╭─ Provided records

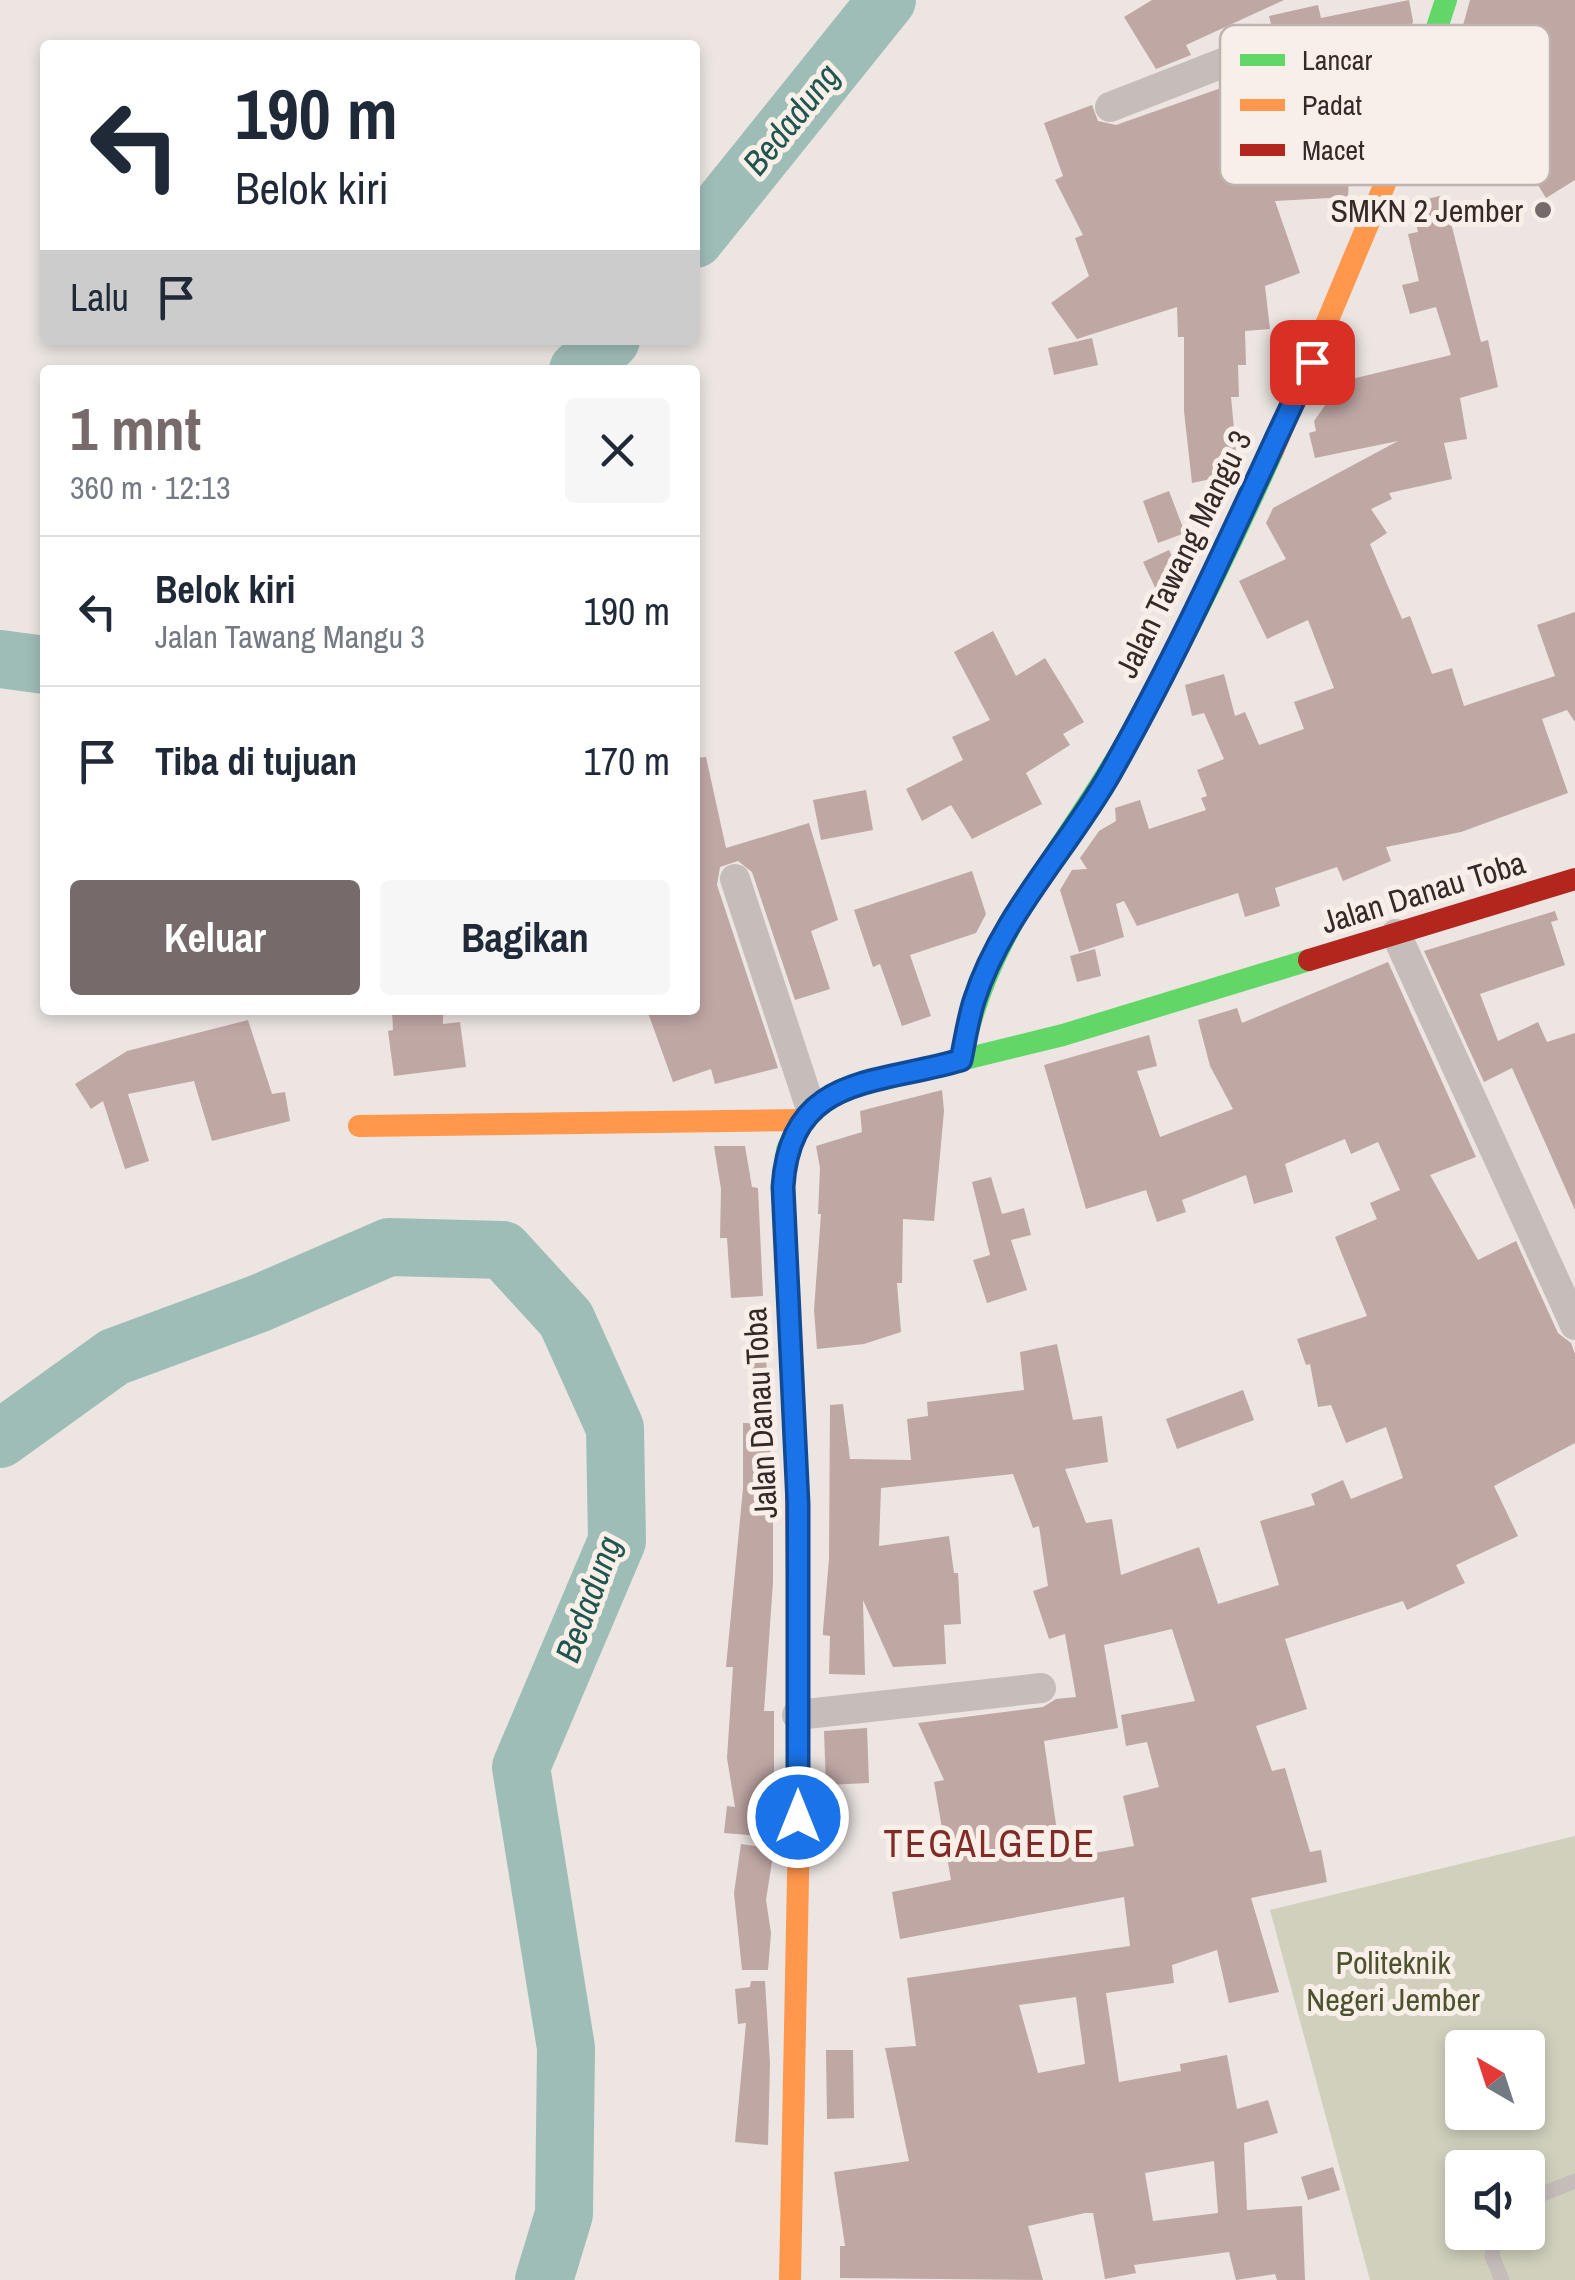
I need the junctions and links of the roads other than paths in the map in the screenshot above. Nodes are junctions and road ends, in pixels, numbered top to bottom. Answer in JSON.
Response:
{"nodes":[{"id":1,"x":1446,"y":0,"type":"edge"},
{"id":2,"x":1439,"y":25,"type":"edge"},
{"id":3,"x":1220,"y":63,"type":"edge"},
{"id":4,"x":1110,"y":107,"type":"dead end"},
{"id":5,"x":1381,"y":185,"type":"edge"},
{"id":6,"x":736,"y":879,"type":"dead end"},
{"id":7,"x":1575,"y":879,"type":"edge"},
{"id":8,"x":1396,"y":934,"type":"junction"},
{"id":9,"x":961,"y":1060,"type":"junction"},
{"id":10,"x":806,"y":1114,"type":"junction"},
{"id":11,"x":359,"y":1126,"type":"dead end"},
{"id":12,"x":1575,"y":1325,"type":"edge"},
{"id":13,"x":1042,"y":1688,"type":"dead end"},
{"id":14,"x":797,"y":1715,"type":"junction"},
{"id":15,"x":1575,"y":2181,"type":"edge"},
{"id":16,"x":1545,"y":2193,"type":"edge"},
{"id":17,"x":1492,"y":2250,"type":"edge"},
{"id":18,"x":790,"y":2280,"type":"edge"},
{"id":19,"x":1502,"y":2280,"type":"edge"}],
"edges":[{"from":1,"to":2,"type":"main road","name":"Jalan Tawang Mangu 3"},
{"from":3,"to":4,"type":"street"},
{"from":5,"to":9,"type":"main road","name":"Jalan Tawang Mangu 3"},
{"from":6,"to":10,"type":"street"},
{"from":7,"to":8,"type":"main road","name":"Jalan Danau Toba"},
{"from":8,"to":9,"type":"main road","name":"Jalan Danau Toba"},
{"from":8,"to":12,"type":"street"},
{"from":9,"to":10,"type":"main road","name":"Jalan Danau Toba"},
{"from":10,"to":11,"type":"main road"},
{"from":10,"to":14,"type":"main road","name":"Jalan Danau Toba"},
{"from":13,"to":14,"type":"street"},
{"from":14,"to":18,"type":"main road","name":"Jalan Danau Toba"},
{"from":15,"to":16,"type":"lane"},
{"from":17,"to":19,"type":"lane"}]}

╰─

The problem »
Check every line of the data above for the string "Tawang", and copy those that have it.

Your response »
"edges":[{"from":1,"to":2,"type":"main road","name":"Jalan Tawang Mangu 3"},
{"from":5,"to":9,"type":"main road","name":"Jalan Tawang Mangu 3"},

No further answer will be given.